The input -
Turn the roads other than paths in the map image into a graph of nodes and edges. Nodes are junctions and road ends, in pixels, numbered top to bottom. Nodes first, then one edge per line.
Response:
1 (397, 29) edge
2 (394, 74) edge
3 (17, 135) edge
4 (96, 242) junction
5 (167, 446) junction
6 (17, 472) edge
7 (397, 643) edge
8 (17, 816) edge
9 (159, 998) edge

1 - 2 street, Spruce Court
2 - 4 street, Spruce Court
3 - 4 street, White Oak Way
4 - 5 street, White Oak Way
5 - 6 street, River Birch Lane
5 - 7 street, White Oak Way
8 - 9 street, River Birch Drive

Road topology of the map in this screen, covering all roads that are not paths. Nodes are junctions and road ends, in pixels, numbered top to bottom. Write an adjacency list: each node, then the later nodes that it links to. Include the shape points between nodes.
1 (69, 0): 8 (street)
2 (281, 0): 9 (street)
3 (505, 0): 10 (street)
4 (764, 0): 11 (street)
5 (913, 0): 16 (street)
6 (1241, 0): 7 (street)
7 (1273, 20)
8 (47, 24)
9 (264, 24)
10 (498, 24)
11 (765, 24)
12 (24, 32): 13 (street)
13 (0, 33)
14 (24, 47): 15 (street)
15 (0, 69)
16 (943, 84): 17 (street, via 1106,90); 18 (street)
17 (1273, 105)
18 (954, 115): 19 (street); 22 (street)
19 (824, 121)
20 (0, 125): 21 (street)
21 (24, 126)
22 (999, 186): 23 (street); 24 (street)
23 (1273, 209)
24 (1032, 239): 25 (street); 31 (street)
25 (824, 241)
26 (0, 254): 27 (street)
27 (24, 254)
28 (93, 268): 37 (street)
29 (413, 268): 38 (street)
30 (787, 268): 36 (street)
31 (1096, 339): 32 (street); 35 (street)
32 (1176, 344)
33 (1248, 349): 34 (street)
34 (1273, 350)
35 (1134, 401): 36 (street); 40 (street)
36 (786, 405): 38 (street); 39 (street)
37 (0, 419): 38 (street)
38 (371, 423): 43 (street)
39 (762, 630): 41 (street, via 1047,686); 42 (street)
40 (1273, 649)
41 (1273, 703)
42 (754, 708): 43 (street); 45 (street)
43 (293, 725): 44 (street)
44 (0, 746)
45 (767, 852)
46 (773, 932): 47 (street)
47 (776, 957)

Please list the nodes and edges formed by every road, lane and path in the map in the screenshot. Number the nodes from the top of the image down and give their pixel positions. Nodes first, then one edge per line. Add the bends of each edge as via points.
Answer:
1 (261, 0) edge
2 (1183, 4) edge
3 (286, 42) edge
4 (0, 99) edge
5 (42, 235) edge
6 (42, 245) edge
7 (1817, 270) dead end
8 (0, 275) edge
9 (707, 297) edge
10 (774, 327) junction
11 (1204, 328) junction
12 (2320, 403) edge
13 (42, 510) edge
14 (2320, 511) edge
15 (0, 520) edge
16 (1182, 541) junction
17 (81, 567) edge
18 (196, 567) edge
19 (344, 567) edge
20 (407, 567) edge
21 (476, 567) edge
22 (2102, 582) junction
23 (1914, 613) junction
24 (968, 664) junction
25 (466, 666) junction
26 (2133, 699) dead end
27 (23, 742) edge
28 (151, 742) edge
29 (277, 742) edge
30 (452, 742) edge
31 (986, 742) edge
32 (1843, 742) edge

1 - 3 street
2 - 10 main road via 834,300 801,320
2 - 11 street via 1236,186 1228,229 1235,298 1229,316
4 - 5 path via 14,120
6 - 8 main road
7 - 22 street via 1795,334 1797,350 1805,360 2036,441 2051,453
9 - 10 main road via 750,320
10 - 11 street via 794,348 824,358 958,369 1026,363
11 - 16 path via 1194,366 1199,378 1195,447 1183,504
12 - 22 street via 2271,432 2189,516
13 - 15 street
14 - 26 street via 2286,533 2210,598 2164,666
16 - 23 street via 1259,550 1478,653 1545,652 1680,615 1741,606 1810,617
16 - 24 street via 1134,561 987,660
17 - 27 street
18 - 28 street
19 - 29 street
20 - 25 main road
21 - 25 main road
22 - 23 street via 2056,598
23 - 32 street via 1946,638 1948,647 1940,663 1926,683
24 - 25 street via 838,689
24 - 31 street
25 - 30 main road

Action item -
Exactly how many lines in the records contain the string "first"? Give that number alone.

Written answer -
2